Media reports had said Ozal’s body, dug up in October on the orders of prosecutors investigating suspicions of foul play, revealed traces of insecticides, pesticides and radioactive elements, but prosecutors said the levels of toxins were normal.

“Levels of heavy metals encountered in the autopsy conform with those in the general population,” the office said late on Thursday, adding that pesticide levels in the body were also normal for the period Ozal was alive.

Ankara prosecutors will continue their investigation into Ozal’s death with other findings and evidence, it said.

Despite the findings of the autopsy, suspicions about the deaths of several public figures in the early 1990s were likely to persist.

State prosecutors in the eastern city of Malatya have widened their probe into the 1994 death of a colonel, recorded as committing suicide but suspected to have been murdered, and have requested state dossiers on the deaths of Ozal and three other public figures, one media report said this week.

It said that the prosecutors’ office believed the four may have been targeted over attempts to end Turkey’s conflict with the Kurdistan Workers Party (PKK) militant group, which took up arms against the state in 1984.

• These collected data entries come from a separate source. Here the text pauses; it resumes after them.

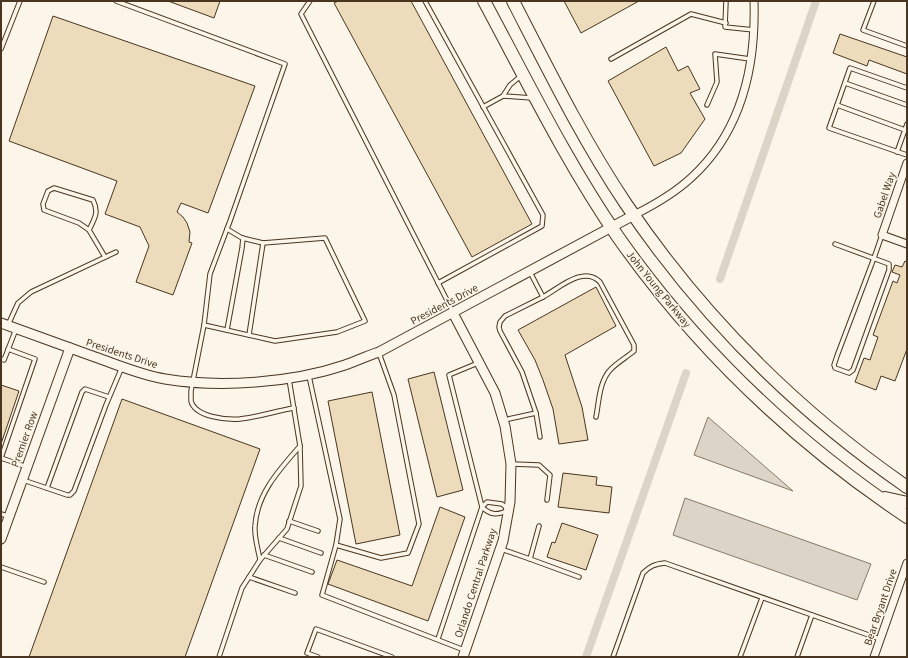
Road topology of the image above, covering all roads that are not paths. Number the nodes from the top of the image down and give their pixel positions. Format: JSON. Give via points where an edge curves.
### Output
{"nodes":[{"id":1,"x":20,"y":1,"type":"edge"},
{"id":2,"x":116,"y":1,"type":"edge"},
{"id":3,"x":309,"y":1,"type":"edge"},
{"id":4,"x":425,"y":1,"type":"edge"},
{"id":5,"x":484,"y":1,"type":"edge"},
{"id":6,"x":513,"y":1,"type":"edge"},
{"id":7,"x":726,"y":1,"type":"edge"},
{"id":8,"x":754,"y":1,"type":"edge"},
{"id":9,"x":874,"y":1,"type":"edge"},
{"id":10,"x":726,"y":23,"type":"junction"},
{"id":11,"x":754,"y":30,"type":"junction"},
{"id":12,"x":907,"y":46,"type":"edge"},
{"id":13,"x":1,"y":49,"type":"edge"},
{"id":14,"x":611,"y":59,"type":"dead end"},
{"id":15,"x":752,"y":59,"type":"junction"},
{"id":16,"x":523,"y":74,"type":"junction"},
{"id":17,"x":845,"y":83,"type":"junction"},
{"id":18,"x":907,"y":88,"type":"edge"},
{"id":19,"x":503,"y":96,"type":"junction"},
{"id":20,"x":536,"y":98,"type":"junction"},
{"id":21,"x":707,"y":105,"type":"dead end"},
{"id":22,"x":837,"y":105,"type":"junction"},
{"id":23,"x":907,"y":105,"type":"edge"},
{"id":24,"x":484,"y":107,"type":"junction"},
{"id":25,"x":907,"y":124,"type":"edge"},
{"id":26,"x":905,"y":130,"type":"junction"},
{"id":27,"x":898,"y":152,"type":"junction"},
{"id":28,"x":907,"y":155,"type":"edge"},
{"id":29,"x":907,"y":162,"type":"edge"},
{"id":30,"x":634,"y":215,"type":"junction"},
{"id":31,"x":611,"y":226,"type":"junction"},
{"id":32,"x":227,"y":229,"type":"junction"},
{"id":33,"x":89,"y":230,"type":"junction"},
{"id":34,"x":882,"y":235,"type":"junction"},
{"id":35,"x":243,"y":238,"type":"junction"},
{"id":36,"x":263,"y":243,"type":"junction"},
{"id":37,"x":835,"y":244,"type":"dead end"},
{"id":38,"x":907,"y":244,"type":"edge"},
{"id":39,"x":116,"y":252,"type":"dead end"},
{"id":40,"x":105,"y":257,"type":"junction"},
{"id":41,"x":874,"y":258,"type":"junction"},
{"id":42,"x":530,"y":271,"type":"junction"},
{"id":43,"x":438,"y":283,"type":"junction"},
{"id":44,"x":543,"y":297,"type":"junction"},
{"id":45,"x":453,"y":313,"type":"junction"},
{"id":46,"x":204,"y":325,"type":"junction"},
{"id":47,"x":8,"y":326,"type":"edge"},
{"id":48,"x":227,"y":330,"type":"junction"},
{"id":49,"x":249,"y":335,"type":"junction"},
{"id":50,"x":70,"y":348,"type":"junction"},
{"id":51,"x":8,"y":350,"type":"junction"},
{"id":52,"x":379,"y":352,"type":"junction"},
{"id":53,"x":1,"y":359,"type":"edge"},
{"id":54,"x":480,"y":362,"type":"junction"},
{"id":55,"x":122,"y":367,"type":"junction"},
{"id":56,"x":308,"y":374,"type":"junction"},
{"id":57,"x":289,"y":378,"type":"junction"},
{"id":58,"x":194,"y":382,"type":"junction"},
{"id":59,"x":109,"y":397,"type":"junction"},
{"id":60,"x":294,"y":408,"type":"junction"},
{"id":61,"x":536,"y":413,"type":"junction"},
{"id":62,"x":596,"y":417,"type":"dead end"},
{"id":63,"x":504,"y":420,"type":"junction"},
{"id":64,"x":540,"y":437,"type":"dead end"},
{"id":65,"x":300,"y":446,"type":"junction"},
{"id":66,"x":511,"y":464,"type":"junction"},
{"id":67,"x":27,"y":467,"type":"junction"},
{"id":68,"x":22,"y":480,"type":"junction"},
{"id":69,"x":907,"y":487,"type":"edge"},
{"id":70,"x":48,"y":488,"type":"junction"},
{"id":71,"x":876,"y":496,"type":"junction"},
{"id":72,"x":547,"y":500,"type":"dead end"},
{"id":73,"x":907,"y":503,"type":"edge"},
{"id":74,"x":482,"y":507,"type":"junction"},
{"id":75,"x":509,"y":510,"type":"junction"},
{"id":76,"x":5,"y":515,"type":"edge"},
{"id":77,"x":907,"y":516,"type":"edge"},
{"id":78,"x":289,"y":521,"type":"junction"},
{"id":79,"x":539,"y":526,"type":"dead end"},
{"id":80,"x":318,"y":532,"type":"dead end"},
{"id":81,"x":279,"y":538,"type":"junction"},
{"id":82,"x":1,"y":539,"type":"edge"},
{"id":83,"x":336,"y":545,"type":"junction"},
{"id":84,"x":500,"y":549,"type":"junction"},
{"id":85,"x":321,"y":553,"type":"dead end"},
{"id":86,"x":264,"y":555,"type":"junction"},
{"id":87,"x":530,"y":559,"type":"junction"},
{"id":88,"x":260,"y":560,"type":"junction"},
{"id":89,"x":907,"y":563,"type":"edge"},
{"id":90,"x":1,"y":567,"type":"edge"},
{"id":91,"x":312,"y":572,"type":"dead end"},
{"id":92,"x":249,"y":577,"type":"junction"},
{"id":93,"x":579,"y":577,"type":"dead end"},
{"id":94,"x":44,"y":582,"type":"dead end"},
{"id":95,"x":294,"y":593,"type":"dead end"},
{"id":96,"x":762,"y":598,"type":"junction"},
{"id":97,"x":812,"y":615,"type":"junction"},
{"id":98,"x":438,"y":639,"type":"junction"},
{"id":99,"x":880,"y":639,"type":"junction"},
{"id":100,"x":464,"y":654,"type":"edge"},
{"id":101,"x":307,"y":655,"type":"edge"},
{"id":102,"x":219,"y":657,"type":"edge"},
{"id":103,"x":318,"y":657,"type":"edge"},
{"id":104,"x":392,"y":657,"type":"edge"},
{"id":105,"x":613,"y":657,"type":"edge"},
{"id":106,"x":740,"y":657,"type":"edge"},
{"id":107,"x":797,"y":657,"type":"edge"},
{"id":108,"x":874,"y":657,"type":"edge"}],
"edges":[{"from":1,"to":13,"type":"lane"},
{"from":2,"to":32,"type":"lane","via":[[285,64]]},
{"from":3,"to":43,"type":"lane","via":[[302,14]]},
{"from":4,"to":24,"type":"lane"},
{"from":5,"to":16,"type":"highway","name":"John Young Parkway"},
{"from":6,"to":30,"type":"highway","via":[[584,135]]},
{"from":7,"to":10,"type":"lane"},
{"from":8,"to":11,"type":"street","name":"Presidents Drive"},
{"from":9,"to":12,"type":"lane","via":[[863,30]]},
{"from":10,"to":11,"type":"lane","via":[[725,27]]},
{"from":10,"to":14,"type":"lane","via":[[691,14]]},
{"from":11,"to":15,"type":"street","name":"Presidents Drive"},
{"from":15,"to":21,"type":"lane","via":[[715,54],[717,82]]},
{"from":15,"to":30,"type":"street","name":"Presidents Drive","via":[[743,96],[731,126],[714,152],[684,184]]},
{"from":16,"to":19,"type":"lane"},
{"from":16,"to":20,"type":"highway","name":"John Young Parkway"},
{"from":17,"to":18,"type":"lane","via":[[850,68]]},
{"from":17,"to":22,"type":"lane"},
{"from":17,"to":23,"type":"lane"},
{"from":19,"to":20,"type":"lane"},
{"from":19,"to":24,"type":"lane"},
{"from":20,"to":31,"type":"highway","name":"John Young Parkway","via":[[573,166]]},
{"from":22,"to":26,"type":"lane"},
{"from":22,"to":27,"type":"lane","via":[[829,128]]},
{"from":24,"to":43,"type":"lane","via":[[542,215],[542,226]]},
{"from":25,"to":26,"type":"lane"},
{"from":26,"to":27,"type":"lane"},
{"from":27,"to":28,"type":"lane"},
{"from":29,"to":34,"type":"street","name":"Gabel Way"},
{"from":30,"to":31,"type":"street","name":"Presidents Drive"},
{"from":30,"to":69,"type":"highway","via":[[691,290],[753,359],[816,418]]},
{"from":31,"to":42,"type":"street","name":"Presidents Drive"},
{"from":31,"to":71,"type":"highway","name":"John Young Parkway","via":[[659,291],[736,377],[810,446]]},
{"from":32,"to":35,"type":"lane"},
{"from":32,"to":46,"type":"lane","via":[[210,274]]},
{"from":33,"to":33,"type":"lane","via":[[79,223],[44,210],[43,204],[48,191],[54,188],[93,200],[96,215]]},
{"from":33,"to":40,"type":"lane"},
{"from":34,"to":38,"type":"street"},
{"from":34,"to":41,"type":"lane"},
{"from":35,"to":36,"type":"lane"},
{"from":35,"to":48,"type":"lane"},
{"from":36,"to":49,"type":"lane"},
{"from":36,"to":49,"type":"lane","via":[[325,238],[365,321],[338,332],[275,340]]},
{"from":37,"to":41,"type":"lane"},
{"from":39,"to":40,"type":"lane"},
{"from":40,"to":47,"type":"lane","via":[[31,292],[18,303]]},
{"from":41,"to":41,"type":"lane","via":[[834,365],[835,368],[849,373],[853,370],[889,270],[889,264]]},
{"from":42,"to":44,"type":"lane"},
{"from":42,"to":45,"type":"street","name":"Presidents Drive"},
{"from":43,"to":45,"type":"lane"},
{"from":44,"to":61,"type":"lane","via":[[505,316],[499,327],[522,372]]},
{"from":44,"to":62,"type":"lane","via":[[580,276],[589,275],[597,278],[634,345],[634,351],[606,375]]},
{"from":45,"to":52,"type":"street","name":"Presidents Drive"},
{"from":45,"to":54,"type":"street","name":"Orlando Central Parkway"},
{"from":46,"to":48,"type":"lane"},
{"from":46,"to":58,"type":"lane"},
{"from":47,"to":50,"type":"street","name":"Presidents Drive"},
{"from":47,"to":51,"type":"lane"},
{"from":48,"to":49,"type":"lane"},
{"from":50,"to":55,"type":"street","name":"Presidents Drive"},
{"from":50,"to":67,"type":"street","name":"Premier Row"},
{"from":51,"to":53,"type":"lane","via":[[4,360]]},
{"from":51,"to":67,"type":"lane","via":[[35,359],[1,458]]},
{"from":52,"to":56,"type":"street","name":"Presidents Drive","via":[[344,365]]},
{"from":52,"to":83,"type":"lane","via":[[394,395],[419,524],[408,553],[381,558]]},
{"from":54,"to":63,"type":"street","name":"Orlando Central Parkway","via":[[495,393]]},
{"from":54,"to":74,"type":"lane","via":[[450,375]]},
{"from":55,"to":58,"type":"street","name":"Presidents Drive","via":[[164,379]]},
{"from":55,"to":59,"type":"lane"},
{"from":56,"to":57,"type":"street","name":"Presidents Drive"},
{"from":56,"to":83,"type":"lane","via":[[340,519]]},
{"from":57,"to":58,"type":"street","name":"Presidents Drive","via":[[267,381]]},
{"from":57,"to":60,"type":"lane"},
{"from":58,"to":60,"type":"lane","via":[[191,400],[194,407],[216,418],[240,419]]},
{"from":59,"to":70,"type":"lane","via":[[74,491],[67,495]]},
{"from":59,"to":70,"type":"lane","via":[[86,389],[82,392]]},
{"from":60,"to":65,"type":"lane"},
{"from":61,"to":63,"type":"lane"},
{"from":61,"to":64,"type":"lane"},
{"from":63,"to":66,"type":"street","name":"Orlando Central Parkway"},
{"from":65,"to":78,"type":"lane","via":[[301,486]]},
{"from":65,"to":88,"type":"lane","via":[[270,481],[260,502],[255,526]]},
{"from":66,"to":72,"type":"lane","via":[[539,465],[545,470],[550,476]]},
{"from":66,"to":75,"type":"street","name":"Orlando Central Parkway"},
{"from":67,"to":68,"type":"street","name":"Premier Row"},
{"from":68,"to":70,"type":"lane"},
{"from":68,"to":76,"type":"street","name":"Premier Row"},
{"from":71,"to":73,"type":"highway"},
{"from":71,"to":77,"type":"highway","name":"John Young Parkway"},
{"from":74,"to":75,"type":"lane","via":[[499,515]]},
{"from":74,"to":75,"type":"lane","via":[[487,502],[502,504]]},
{"from":74,"to":98,"type":"lane"},
{"from":75,"to":84,"type":"street","name":"Orlando Central Parkway"},
{"from":76,"to":82,"type":"street","name":"Premier Row"},
{"from":78,"to":80,"type":"lane"},
{"from":78,"to":81,"type":"lane","via":[[287,529]]},
{"from":79,"to":87,"type":"lane"},
{"from":81,"to":85,"type":"lane"},
{"from":81,"to":86,"type":"lane"},
{"from":83,"to":98,"type":"lane","via":[[322,595]]},
{"from":84,"to":87,"type":"lane"},
{"from":84,"to":100,"type":"street","name":"Orlando Central Parkway"},
{"from":86,"to":88,"type":"lane"},
{"from":86,"to":91,"type":"lane"},
{"from":87,"to":93,"type":"lane"},
{"from":88,"to":92,"type":"lane"},
{"from":89,"to":99,"type":"street","name":"Bear Bryant Drive"},
{"from":90,"to":94,"type":"lane"},
{"from":92,"to":95,"type":"lane"},
{"from":92,"to":102,"type":"lane","via":[[242,588]]},
{"from":96,"to":97,"type":"lane"},
{"from":96,"to":105,"type":"lane","via":[[665,563],[656,564],[643,573]]},
{"from":96,"to":106,"type":"lane"},
{"from":97,"to":99,"type":"lane"},
{"from":97,"to":107,"type":"lane"},
{"from":98,"to":100,"type":"lane"},
{"from":99,"to":108,"type":"street","name":"Bear Bryant Drive"},
{"from":101,"to":103,"type":"lane"},
{"from":101,"to":104,"type":"lane","via":[[316,630]]}]}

Ozal, whose economic reforms helped shape modern Turkey, was in poor health before his death. After undergoing a triple heart bypass operation in the United States in 1987, he kept up a grueling schedule and remained overweight until he died.

He dominated Turkish politics as prime minister from 1983 to 1989. Parliament then elected him president, but those close to him believe his reform efforts displeased some in the security establishment.